Hierarchical Hybrid Sliced Wasserstein: A Scalable Metric for Heterogeneous Joint Distributions
arxiv(2024)
摘要
Sliced Wasserstein (SW) and Generalized Sliced Wasserstein (GSW) have been
widely used in applications due to their computational and statistical
scalability. However, the SW and the GSW are only defined between distributions
supported on a homogeneous domain. This limitation prevents their usage in
applications with heterogeneous joint distributions with marginal distributions
supported on multiple different domains. Using SW and GSW directly on the joint
domains cannot make a meaningful comparison since their homogeneous slicing
operator i.e., Radon Transform (RT) and Generalized Radon Transform (GRT) are
not expressive enough to capture the structure of the joint supports set. To
address the issue, we propose two new slicing operators i.e., Partial
Generalized Radon Transform (PGRT) and Hierarchical Hybrid Radon Transform
(HHRT).
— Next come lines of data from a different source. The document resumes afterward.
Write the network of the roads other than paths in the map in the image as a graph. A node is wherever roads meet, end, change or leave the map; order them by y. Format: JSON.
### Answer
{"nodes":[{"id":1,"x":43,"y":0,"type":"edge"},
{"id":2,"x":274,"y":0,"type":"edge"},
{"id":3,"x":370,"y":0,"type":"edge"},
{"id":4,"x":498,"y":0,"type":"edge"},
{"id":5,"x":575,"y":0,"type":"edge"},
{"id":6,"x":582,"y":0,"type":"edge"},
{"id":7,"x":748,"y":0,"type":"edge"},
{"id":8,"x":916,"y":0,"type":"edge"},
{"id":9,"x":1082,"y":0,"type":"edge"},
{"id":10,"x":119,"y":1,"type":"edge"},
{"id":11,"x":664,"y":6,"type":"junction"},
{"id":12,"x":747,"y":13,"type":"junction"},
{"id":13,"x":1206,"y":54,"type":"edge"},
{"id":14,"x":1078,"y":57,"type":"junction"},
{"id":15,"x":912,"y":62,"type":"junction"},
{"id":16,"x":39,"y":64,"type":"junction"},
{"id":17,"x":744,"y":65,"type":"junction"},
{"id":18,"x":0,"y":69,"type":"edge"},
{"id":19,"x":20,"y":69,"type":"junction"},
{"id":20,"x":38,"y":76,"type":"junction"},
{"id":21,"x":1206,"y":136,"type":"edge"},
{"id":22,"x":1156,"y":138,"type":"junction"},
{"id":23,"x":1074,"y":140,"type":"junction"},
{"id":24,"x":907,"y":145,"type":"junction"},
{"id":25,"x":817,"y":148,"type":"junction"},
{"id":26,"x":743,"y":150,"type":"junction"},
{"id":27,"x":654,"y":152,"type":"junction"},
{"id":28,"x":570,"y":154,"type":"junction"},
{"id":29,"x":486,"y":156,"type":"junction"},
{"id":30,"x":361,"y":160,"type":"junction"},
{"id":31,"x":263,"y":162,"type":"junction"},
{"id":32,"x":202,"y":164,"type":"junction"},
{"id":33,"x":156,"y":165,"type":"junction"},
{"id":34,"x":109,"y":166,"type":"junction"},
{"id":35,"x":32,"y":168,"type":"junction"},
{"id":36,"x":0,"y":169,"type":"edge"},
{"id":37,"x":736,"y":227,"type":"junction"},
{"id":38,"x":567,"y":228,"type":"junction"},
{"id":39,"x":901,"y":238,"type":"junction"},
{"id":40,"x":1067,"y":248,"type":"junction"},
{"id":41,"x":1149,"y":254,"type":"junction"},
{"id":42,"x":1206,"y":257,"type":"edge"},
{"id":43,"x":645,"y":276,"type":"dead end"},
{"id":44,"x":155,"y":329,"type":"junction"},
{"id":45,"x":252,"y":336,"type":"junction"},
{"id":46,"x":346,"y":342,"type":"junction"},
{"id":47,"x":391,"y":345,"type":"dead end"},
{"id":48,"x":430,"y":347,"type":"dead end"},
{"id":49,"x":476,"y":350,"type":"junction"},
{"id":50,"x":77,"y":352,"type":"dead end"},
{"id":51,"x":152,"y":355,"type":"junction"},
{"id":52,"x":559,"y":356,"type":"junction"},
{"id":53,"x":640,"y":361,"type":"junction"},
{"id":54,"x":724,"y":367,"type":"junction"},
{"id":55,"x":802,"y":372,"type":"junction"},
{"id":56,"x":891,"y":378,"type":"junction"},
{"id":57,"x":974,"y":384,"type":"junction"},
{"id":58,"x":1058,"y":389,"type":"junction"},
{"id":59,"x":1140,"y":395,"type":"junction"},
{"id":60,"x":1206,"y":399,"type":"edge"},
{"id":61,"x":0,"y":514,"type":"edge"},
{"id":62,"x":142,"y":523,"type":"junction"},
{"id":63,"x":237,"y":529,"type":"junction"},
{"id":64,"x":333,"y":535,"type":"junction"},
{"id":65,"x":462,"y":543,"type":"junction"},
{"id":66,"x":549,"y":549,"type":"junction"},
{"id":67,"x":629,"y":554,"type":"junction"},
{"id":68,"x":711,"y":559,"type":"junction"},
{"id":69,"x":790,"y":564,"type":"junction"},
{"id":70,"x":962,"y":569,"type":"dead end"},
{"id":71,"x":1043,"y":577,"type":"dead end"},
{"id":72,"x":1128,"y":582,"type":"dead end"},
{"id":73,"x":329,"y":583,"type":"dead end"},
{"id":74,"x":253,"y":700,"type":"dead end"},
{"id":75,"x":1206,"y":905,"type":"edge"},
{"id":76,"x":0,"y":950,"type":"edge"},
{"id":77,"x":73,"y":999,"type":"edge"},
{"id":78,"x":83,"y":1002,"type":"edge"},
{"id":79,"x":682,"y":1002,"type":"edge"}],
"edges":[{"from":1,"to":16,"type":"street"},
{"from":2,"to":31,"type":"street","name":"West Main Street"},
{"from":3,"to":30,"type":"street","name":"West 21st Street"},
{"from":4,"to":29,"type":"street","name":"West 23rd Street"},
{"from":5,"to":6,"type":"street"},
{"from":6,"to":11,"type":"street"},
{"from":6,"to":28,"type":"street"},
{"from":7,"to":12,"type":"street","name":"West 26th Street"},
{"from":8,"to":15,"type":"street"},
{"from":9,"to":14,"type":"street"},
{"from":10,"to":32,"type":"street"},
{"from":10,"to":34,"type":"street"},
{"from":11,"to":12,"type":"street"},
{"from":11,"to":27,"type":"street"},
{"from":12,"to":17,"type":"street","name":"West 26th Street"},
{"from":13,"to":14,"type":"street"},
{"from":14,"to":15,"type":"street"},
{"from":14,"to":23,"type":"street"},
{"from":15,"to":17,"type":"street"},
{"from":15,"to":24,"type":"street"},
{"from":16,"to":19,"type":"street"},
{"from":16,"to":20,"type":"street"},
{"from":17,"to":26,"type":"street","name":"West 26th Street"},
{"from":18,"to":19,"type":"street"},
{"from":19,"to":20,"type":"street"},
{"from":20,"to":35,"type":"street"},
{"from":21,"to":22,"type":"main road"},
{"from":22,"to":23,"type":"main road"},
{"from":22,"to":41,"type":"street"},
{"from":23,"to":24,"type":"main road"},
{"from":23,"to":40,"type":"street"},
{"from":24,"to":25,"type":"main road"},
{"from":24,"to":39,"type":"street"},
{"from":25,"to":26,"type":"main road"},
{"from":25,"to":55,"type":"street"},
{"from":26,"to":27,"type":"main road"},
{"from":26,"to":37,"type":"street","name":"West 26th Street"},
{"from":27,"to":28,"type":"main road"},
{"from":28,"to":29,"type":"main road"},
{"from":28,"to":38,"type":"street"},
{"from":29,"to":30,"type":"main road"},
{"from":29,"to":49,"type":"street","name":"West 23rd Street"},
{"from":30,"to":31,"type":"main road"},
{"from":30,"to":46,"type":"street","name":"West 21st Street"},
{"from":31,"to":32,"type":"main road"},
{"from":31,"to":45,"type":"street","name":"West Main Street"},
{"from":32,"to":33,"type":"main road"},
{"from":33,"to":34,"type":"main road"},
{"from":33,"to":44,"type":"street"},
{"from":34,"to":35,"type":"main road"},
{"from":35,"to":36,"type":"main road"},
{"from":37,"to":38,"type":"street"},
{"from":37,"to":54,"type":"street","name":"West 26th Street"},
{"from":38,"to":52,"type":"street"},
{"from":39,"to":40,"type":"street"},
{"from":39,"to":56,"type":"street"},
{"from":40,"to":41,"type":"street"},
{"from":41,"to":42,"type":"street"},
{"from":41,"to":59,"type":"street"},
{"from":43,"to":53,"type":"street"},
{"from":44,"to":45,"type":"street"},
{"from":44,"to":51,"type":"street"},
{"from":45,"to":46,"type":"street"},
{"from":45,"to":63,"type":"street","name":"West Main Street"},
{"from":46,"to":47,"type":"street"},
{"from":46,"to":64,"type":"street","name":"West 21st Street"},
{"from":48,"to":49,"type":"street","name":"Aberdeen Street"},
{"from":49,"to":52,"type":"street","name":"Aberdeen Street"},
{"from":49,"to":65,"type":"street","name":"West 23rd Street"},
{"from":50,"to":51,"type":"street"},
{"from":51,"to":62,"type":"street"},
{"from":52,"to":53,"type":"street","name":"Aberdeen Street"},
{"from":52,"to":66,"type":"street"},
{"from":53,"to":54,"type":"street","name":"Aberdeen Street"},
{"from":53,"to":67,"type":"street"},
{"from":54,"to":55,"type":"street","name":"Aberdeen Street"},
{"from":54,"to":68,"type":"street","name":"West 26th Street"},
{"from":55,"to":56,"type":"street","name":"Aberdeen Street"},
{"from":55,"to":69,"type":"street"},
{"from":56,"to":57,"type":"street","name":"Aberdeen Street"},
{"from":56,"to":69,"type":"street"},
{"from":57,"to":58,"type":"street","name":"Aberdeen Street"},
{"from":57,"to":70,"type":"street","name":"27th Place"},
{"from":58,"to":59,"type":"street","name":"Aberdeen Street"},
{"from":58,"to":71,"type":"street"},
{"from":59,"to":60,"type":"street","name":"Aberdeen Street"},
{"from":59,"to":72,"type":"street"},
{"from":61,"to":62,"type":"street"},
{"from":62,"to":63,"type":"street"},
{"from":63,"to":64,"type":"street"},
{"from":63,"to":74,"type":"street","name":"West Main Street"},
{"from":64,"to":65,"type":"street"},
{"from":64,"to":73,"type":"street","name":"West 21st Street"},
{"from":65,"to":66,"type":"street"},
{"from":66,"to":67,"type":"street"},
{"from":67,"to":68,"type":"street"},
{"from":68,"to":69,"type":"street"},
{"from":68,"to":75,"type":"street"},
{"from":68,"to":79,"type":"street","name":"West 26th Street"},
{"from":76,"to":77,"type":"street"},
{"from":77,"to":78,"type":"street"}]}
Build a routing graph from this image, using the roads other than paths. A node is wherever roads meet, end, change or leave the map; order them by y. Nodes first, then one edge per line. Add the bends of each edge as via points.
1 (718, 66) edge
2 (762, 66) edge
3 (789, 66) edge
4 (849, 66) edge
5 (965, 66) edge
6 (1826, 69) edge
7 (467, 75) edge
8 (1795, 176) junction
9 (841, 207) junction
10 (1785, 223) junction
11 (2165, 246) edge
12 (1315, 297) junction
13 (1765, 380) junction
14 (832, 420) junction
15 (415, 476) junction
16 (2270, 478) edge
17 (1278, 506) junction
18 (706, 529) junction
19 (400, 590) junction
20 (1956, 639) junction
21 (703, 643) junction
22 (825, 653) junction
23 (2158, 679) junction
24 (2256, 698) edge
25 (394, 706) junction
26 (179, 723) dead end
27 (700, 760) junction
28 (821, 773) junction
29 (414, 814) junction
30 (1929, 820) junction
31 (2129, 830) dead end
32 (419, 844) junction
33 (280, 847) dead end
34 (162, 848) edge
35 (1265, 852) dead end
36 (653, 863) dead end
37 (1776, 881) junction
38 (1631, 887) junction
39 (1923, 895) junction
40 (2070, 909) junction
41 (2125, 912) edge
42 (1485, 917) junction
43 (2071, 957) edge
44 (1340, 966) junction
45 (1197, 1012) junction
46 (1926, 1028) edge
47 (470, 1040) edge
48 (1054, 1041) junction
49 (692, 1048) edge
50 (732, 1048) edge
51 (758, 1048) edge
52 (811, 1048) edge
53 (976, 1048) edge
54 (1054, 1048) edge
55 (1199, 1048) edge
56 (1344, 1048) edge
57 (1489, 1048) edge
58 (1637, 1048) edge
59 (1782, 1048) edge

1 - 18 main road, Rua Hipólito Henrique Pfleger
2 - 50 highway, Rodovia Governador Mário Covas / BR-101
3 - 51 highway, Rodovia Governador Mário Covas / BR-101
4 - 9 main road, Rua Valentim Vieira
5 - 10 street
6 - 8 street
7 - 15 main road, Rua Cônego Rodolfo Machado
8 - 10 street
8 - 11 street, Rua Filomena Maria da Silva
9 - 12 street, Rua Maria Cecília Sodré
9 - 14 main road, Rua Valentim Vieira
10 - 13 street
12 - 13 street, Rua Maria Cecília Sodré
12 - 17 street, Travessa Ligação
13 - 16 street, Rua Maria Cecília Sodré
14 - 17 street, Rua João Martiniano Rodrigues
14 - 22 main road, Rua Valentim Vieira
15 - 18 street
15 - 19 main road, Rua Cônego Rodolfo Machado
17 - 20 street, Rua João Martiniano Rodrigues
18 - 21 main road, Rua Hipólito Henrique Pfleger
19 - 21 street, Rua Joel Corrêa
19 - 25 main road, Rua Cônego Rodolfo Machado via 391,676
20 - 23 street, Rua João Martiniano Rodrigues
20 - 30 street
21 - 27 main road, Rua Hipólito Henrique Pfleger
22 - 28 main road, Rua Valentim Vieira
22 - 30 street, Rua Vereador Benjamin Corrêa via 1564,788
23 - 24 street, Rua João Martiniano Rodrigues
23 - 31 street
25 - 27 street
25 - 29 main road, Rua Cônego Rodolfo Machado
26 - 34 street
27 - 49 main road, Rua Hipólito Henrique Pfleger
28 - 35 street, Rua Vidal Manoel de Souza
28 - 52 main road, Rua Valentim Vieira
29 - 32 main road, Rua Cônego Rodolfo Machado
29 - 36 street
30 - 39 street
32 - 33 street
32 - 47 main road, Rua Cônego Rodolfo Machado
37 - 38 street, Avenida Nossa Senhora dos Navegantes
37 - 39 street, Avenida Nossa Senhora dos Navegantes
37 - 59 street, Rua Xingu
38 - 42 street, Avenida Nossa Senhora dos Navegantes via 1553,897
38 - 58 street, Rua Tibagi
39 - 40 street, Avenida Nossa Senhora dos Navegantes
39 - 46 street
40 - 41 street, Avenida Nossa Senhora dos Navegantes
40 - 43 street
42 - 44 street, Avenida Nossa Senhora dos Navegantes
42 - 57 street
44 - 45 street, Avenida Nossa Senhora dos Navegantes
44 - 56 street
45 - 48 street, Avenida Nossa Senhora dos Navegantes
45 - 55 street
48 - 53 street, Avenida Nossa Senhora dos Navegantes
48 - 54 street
In greater detail, PGRT is the generalization of Partial Radon
Transform (PRT), which transforms a subset of function arguments non-linearly
while HHRT is the composition of PRT and multiple domain-specific PGRT on
marginal domain arguments. By using HHRT, we extend the SW into Hierarchical
Hybrid Sliced Wasserstein (H2SW) distance which is designed specifically for
comparing heterogeneous joint distributions. We then discuss the topological,
statistical, and computational properties of H2SW. Finally, we demonstrate the
favorable performance of H2SW in 3D mesh deformation, deep 3D mesh
autoencoders, and datasets comparison.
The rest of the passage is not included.